_TASK INPUTS:_
+---+
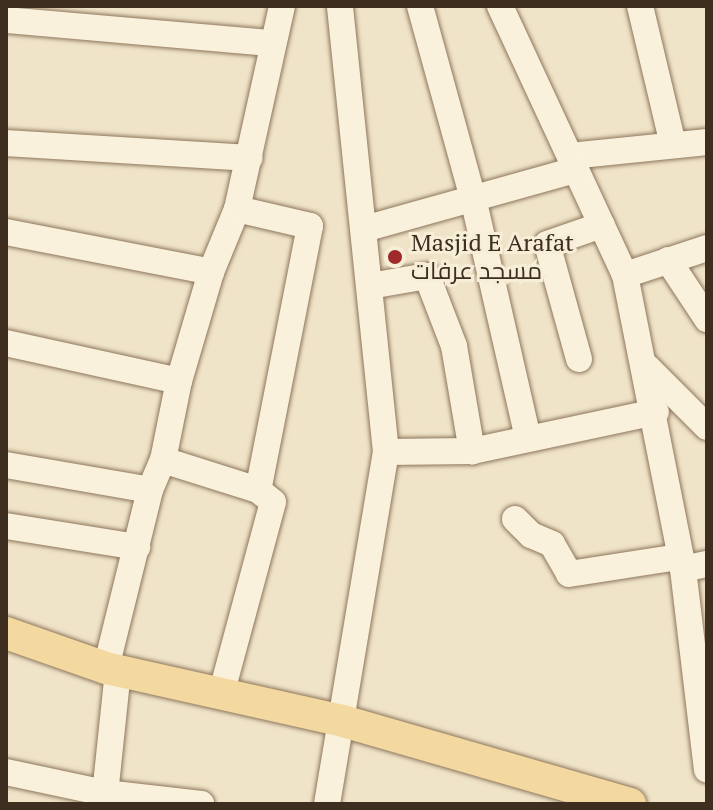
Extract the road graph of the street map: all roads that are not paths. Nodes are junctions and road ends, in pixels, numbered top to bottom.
+---+
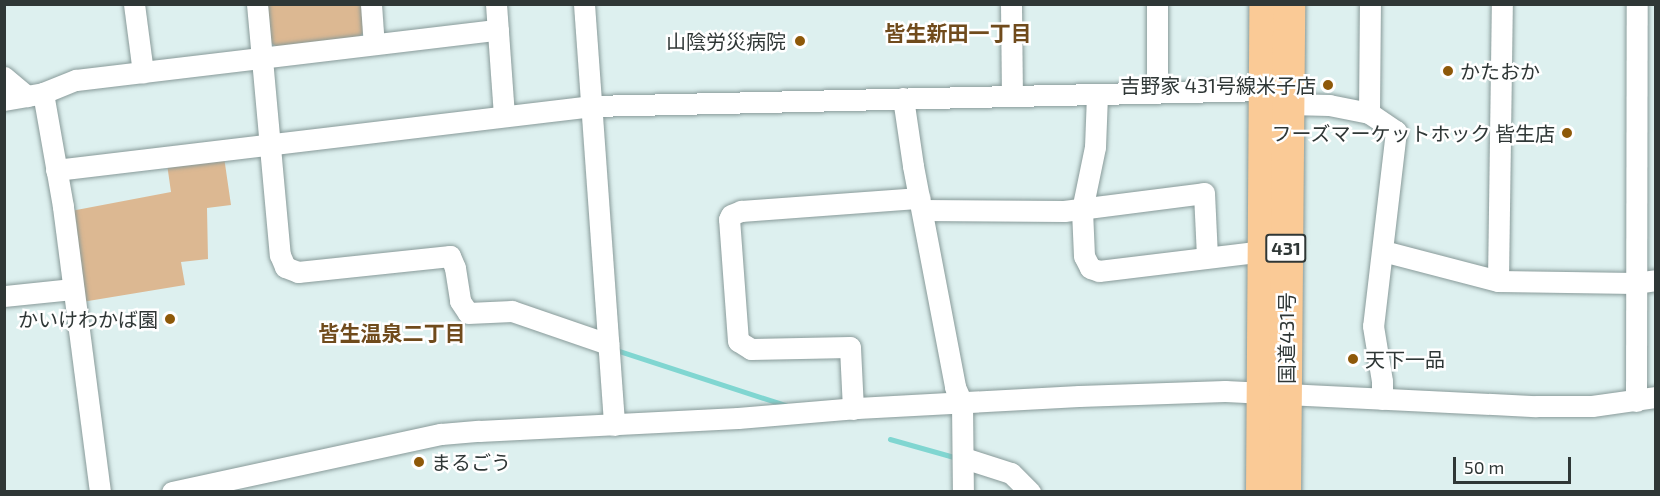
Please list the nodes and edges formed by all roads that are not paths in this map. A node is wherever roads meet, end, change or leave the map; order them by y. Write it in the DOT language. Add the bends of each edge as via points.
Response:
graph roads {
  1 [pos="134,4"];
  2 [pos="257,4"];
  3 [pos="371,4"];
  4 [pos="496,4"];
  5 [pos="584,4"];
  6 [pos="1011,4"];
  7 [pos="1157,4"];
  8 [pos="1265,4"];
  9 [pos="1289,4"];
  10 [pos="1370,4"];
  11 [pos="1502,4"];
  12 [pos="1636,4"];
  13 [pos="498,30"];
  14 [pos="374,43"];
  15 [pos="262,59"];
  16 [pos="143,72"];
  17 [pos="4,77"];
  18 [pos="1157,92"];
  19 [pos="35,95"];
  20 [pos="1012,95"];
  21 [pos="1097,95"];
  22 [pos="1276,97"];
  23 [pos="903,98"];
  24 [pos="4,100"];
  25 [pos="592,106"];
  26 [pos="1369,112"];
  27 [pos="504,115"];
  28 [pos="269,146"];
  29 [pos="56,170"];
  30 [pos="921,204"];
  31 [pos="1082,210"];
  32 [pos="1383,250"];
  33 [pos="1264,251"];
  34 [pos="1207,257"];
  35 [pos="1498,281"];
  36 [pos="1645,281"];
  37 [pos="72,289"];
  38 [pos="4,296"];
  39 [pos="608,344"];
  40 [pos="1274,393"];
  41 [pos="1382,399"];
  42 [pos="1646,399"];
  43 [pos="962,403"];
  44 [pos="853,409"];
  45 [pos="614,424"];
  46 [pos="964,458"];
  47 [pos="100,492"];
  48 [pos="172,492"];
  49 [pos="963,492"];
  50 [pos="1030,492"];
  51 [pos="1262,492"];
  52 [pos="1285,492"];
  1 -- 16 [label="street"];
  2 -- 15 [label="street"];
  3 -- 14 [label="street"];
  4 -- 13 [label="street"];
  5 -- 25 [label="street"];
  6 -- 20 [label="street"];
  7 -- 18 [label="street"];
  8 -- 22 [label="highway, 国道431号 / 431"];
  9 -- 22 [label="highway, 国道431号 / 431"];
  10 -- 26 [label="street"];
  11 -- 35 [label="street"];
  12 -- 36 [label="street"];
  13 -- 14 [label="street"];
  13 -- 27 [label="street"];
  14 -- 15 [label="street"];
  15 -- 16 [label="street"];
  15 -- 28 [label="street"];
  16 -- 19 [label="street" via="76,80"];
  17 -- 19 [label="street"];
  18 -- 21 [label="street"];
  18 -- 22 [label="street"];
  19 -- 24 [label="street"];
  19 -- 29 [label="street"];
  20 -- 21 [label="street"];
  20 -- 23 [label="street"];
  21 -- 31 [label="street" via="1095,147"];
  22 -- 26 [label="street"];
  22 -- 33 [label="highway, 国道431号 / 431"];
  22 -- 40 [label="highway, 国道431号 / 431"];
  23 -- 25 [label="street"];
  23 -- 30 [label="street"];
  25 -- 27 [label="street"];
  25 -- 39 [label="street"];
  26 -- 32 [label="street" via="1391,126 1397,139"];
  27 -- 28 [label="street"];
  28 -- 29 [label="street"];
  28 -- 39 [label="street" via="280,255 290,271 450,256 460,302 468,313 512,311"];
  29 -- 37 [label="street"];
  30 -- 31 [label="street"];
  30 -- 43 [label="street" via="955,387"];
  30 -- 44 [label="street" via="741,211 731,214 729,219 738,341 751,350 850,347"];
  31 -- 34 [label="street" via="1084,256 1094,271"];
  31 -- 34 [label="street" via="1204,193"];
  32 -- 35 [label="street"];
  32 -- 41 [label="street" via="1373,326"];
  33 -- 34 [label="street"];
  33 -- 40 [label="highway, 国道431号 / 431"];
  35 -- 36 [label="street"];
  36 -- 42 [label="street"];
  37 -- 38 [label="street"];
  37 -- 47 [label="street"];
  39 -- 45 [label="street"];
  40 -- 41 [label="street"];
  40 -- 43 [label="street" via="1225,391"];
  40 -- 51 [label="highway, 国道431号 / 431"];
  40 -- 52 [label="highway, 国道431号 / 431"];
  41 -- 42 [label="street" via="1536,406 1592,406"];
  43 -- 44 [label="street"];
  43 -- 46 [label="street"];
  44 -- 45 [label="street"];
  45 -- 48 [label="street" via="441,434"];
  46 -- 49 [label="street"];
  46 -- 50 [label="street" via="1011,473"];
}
+---+
_BRIEF:_
In the entries above, count each line with "that"; reply with the total only.

_SOLUTION TO THIS TASK:_
2